_Material provided_
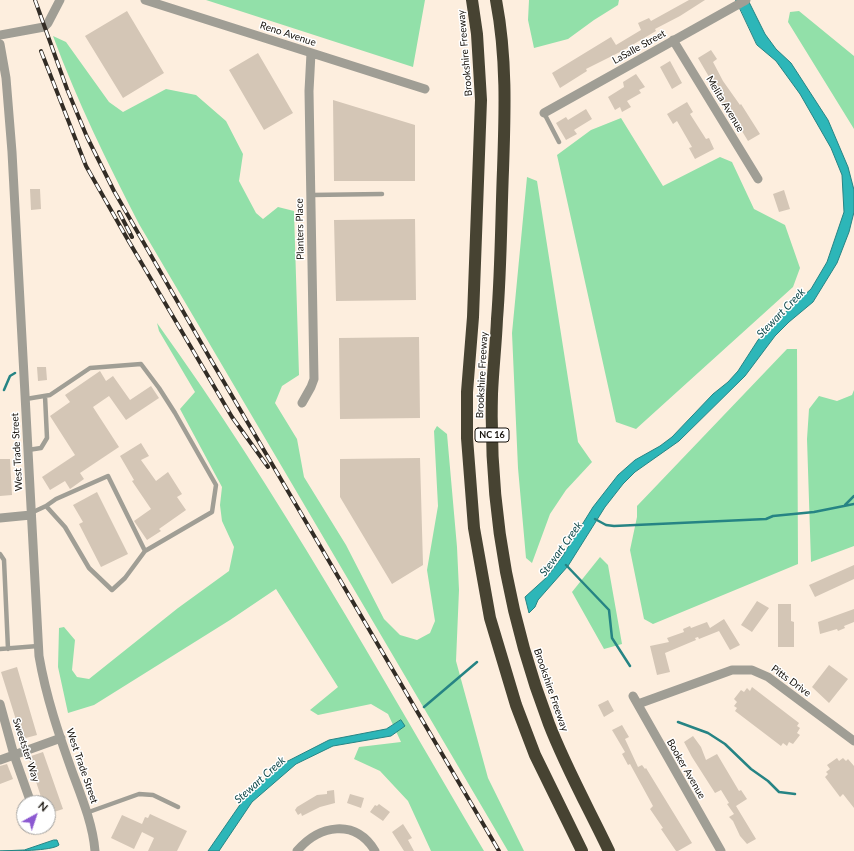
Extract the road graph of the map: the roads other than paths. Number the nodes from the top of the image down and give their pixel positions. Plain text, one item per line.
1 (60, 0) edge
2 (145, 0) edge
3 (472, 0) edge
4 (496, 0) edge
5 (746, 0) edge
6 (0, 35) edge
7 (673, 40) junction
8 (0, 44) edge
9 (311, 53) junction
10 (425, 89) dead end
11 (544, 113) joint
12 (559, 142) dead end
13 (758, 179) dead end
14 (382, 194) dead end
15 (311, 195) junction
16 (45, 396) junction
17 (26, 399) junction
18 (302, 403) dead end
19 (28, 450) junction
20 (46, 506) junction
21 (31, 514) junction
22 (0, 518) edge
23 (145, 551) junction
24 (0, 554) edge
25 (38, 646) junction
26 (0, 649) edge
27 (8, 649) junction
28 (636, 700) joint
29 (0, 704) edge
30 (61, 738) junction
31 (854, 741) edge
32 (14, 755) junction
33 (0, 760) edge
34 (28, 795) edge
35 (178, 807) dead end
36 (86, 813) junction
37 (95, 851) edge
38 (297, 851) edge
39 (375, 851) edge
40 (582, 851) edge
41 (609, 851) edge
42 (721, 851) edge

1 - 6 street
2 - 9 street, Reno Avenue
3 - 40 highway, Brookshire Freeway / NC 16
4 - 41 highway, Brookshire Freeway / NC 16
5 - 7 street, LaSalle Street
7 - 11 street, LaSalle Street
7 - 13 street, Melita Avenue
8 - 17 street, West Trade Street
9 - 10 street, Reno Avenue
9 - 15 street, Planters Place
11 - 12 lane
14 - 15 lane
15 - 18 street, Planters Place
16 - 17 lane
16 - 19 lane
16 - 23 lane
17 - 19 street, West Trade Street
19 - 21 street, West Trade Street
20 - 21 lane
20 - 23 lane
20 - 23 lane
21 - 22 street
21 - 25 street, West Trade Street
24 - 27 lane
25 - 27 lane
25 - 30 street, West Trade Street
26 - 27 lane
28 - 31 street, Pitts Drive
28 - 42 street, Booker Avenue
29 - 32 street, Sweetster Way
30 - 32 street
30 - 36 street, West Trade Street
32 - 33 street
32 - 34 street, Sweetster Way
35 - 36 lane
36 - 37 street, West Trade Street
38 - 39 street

_What needs to be done_
Each entry is to be written out again word for word, and any pictures are to be omitted.

_Exercise output_
Extract the road graph of the map: the roads other than paths. Number the nodes from the top of the image down and give their pixel positions. Plain text, one item per line.
1 (60, 0) edge
2 (145, 0) edge
3 (472, 0) edge
4 (496, 0) edge
5 (746, 0) edge
6 (0, 35) edge
7 (673, 40) junction
8 (0, 44) edge
9 (311, 53) junction
10 (425, 89) dead end
11 (544, 113) joint
12 (559, 142) dead end
13 (758, 179) dead end
14 (382, 194) dead end
15 (311, 195) junction
16 (45, 396) junction
17 (26, 399) junction
18 (302, 403) dead end
19 (28, 450) junction
20 (46, 506) junction
21 (31, 514) junction
22 (0, 518) edge
23 (145, 551) junction
24 (0, 554) edge
25 (38, 646) junction
26 (0, 649) edge
27 (8, 649) junction
28 (636, 700) joint
29 (0, 704) edge
30 (61, 738) junction
31 (854, 741) edge
32 (14, 755) junction
33 (0, 760) edge
34 (28, 795) edge
35 (178, 807) dead end
36 (86, 813) junction
37 (95, 851) edge
38 (297, 851) edge
39 (375, 851) edge
40 (582, 851) edge
41 (609, 851) edge
42 (721, 851) edge

1 - 6 street
2 - 9 street, Reno Avenue
3 - 40 highway, Brookshire Freeway / NC 16
4 - 41 highway, Brookshire Freeway / NC 16
5 - 7 street, LaSalle Street
7 - 11 street, LaSalle Street
7 - 13 street, Melita Avenue
8 - 17 street, West Trade Street
9 - 10 street, Reno Avenue
9 - 15 street, Planters Place
11 - 12 lane
14 - 15 lane
15 - 18 street, Planters Place
16 - 17 lane
16 - 19 lane
16 - 23 lane
17 - 19 street, West Trade Street
19 - 21 street, West Trade Street
20 - 21 lane
20 - 23 lane
20 - 23 lane
21 - 22 street
21 - 25 street, West Trade Street
24 - 27 lane
25 - 27 lane
25 - 30 street, West Trade Street
26 - 27 lane
28 - 31 street, Pitts Drive
28 - 42 street, Booker Avenue
29 - 32 street, Sweetster Way
30 - 32 street
30 - 36 street, West Trade Street
32 - 33 street
32 - 34 street, Sweetster Way
35 - 36 lane
36 - 37 street, West Trade Street
38 - 39 street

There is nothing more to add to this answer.